The distance to the state capital, Goiânia, is 195 km. Highway connections from Goiânia are made by BR-153 / Aparecida de Goiânia / Morrinhos / GO-147. See Distancias Rodoviarias Sepin

===Municipal boundaries===
- north: Morrinhos and Rio Quente
- south: Minas Gerais
- east: Marzagão
- west: Buriti Alegre

===Demographics===
- Population density: 4.58 inhabitants/km^{2} (2007)
- Population in 2007: 2,074
- Population in 1980: 2,226
- Urban population in 2007: 1,447
- Rural population in 2007: 627
- Population growth rate 1996/2006: 0.03%

==History==
The foundation of Água Limpa occurred in 1929 when João Porfiro Ribeiro fixed a cross and began to cultivate the fertile lands. It was not until 1931 when the first house covered by tiles was built. The name Água Limpa comes from a stream which crosses the municipality. In 1945 it was raised to district level belonging to Caldas Novas. In 1958 it became a municipality.

==Economy==
The economy is based on services, government employment, cattle raising, and agriculture. The cattle herd had 48,770 head in 2006. The main economic enterprise was commerce with 27 units.
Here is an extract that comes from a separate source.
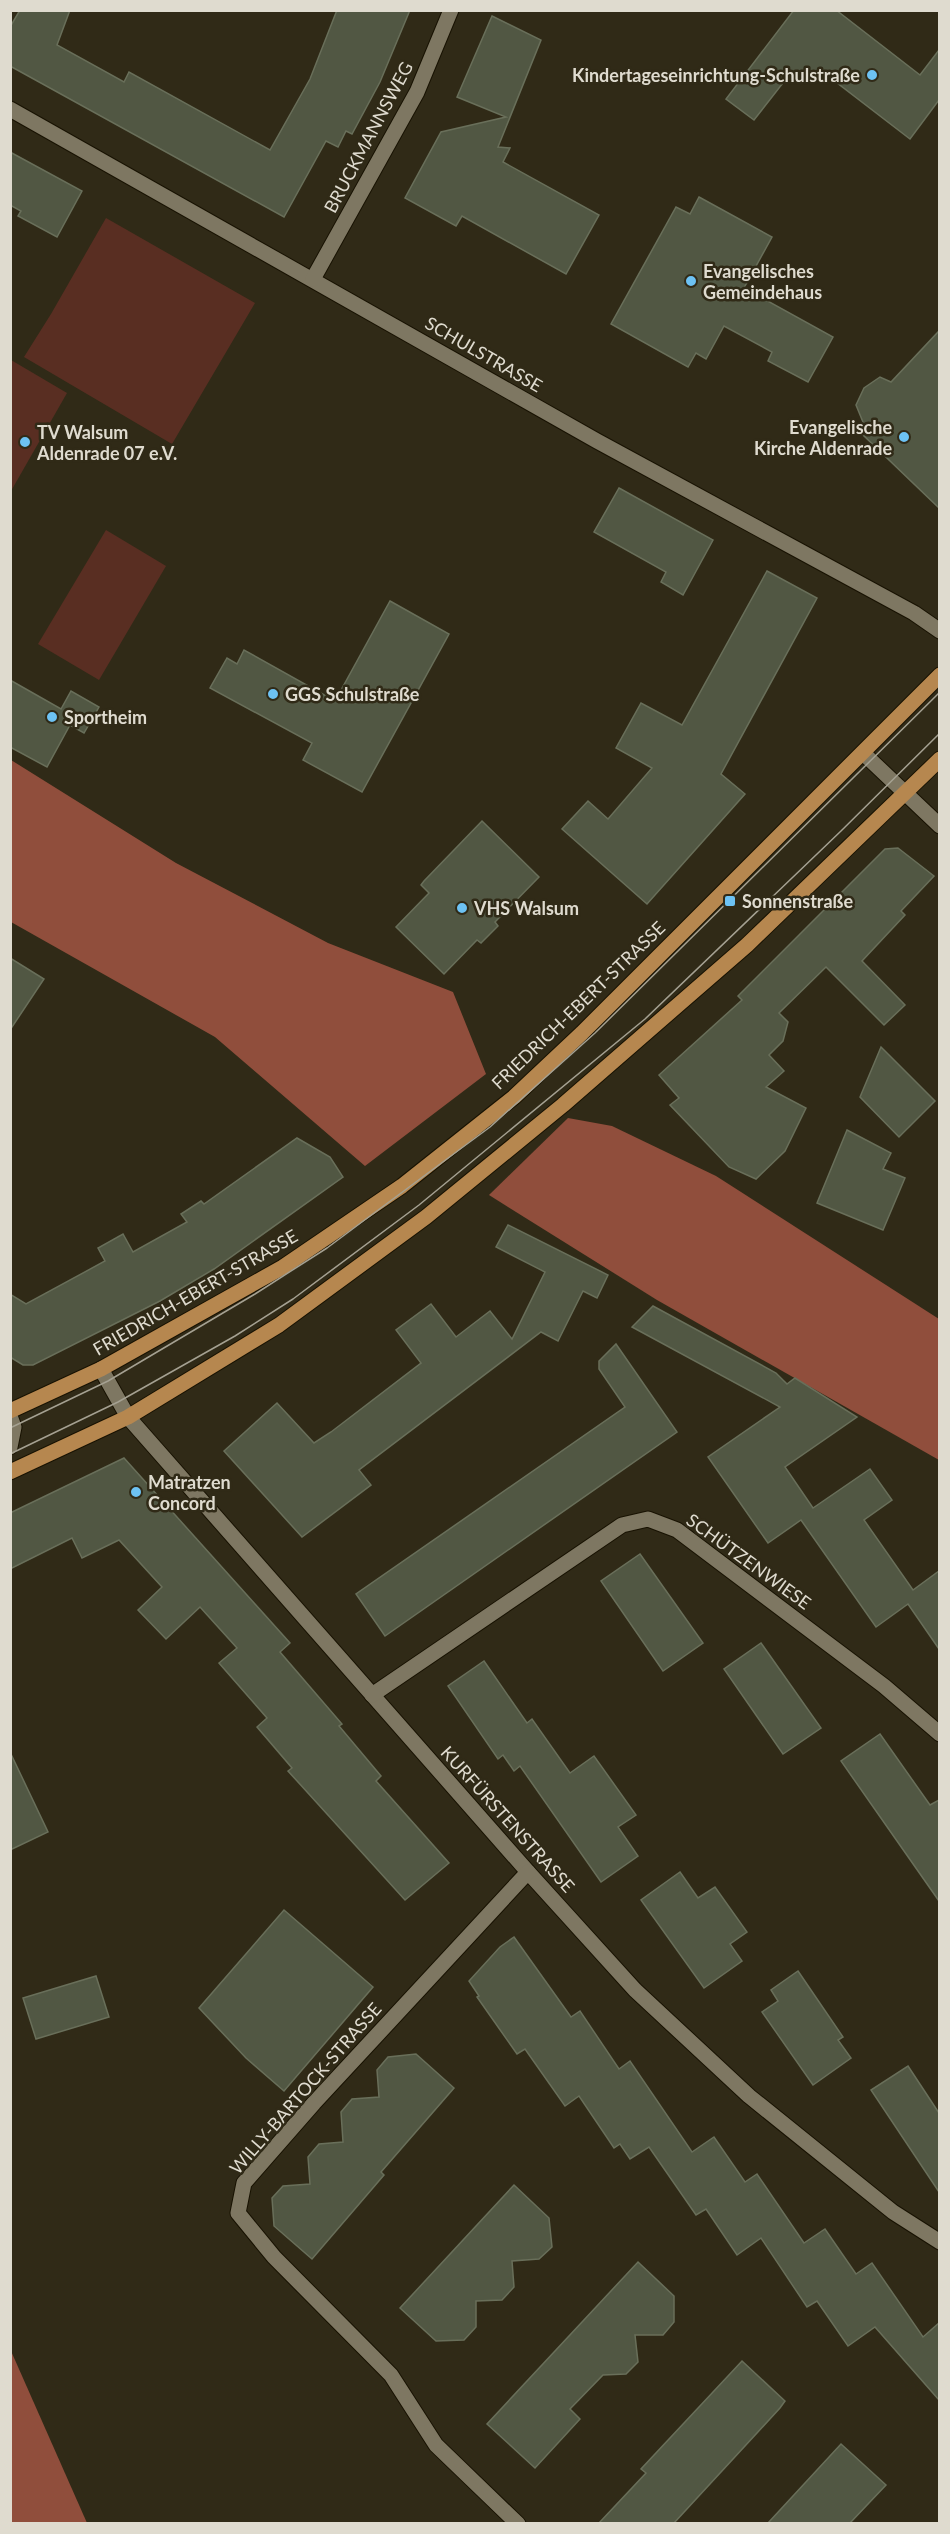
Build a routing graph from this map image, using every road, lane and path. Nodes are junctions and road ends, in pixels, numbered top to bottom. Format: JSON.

===Agricultural data 2006===
- Farms: 245
- Total area: 10,915 ha.
- Area of permanent crops: 7 ha.
- Area of perennial crops: 88 ha.
- Area of natural pasture: 8,581 ha.
- Area of woodland and forests: 2,213 ha.
- Persons dependent on farming: 530
- Farms with tractors: 37
- Number of tractors: 43 IBGE

==Health==
- Infant mortality in 2000: 29.47
- Infant mortality in 1990: 30.11
- Health establishments: 01 (2007)
- Hospital beds: 0

==Education==
- Literacy rate in 2000: 86.7
- Literacy rate in 1991: 79.7
- Schools: 02 with 561 students
Source: IBGE

The United Nations Human Development Index (2000) ranked Água Limpa 108 out of 242 municipalities in the state of Goiás and 2166 out of 5507 municipalities in all the country with a score of 0.739. For the complete list see Frigoletto.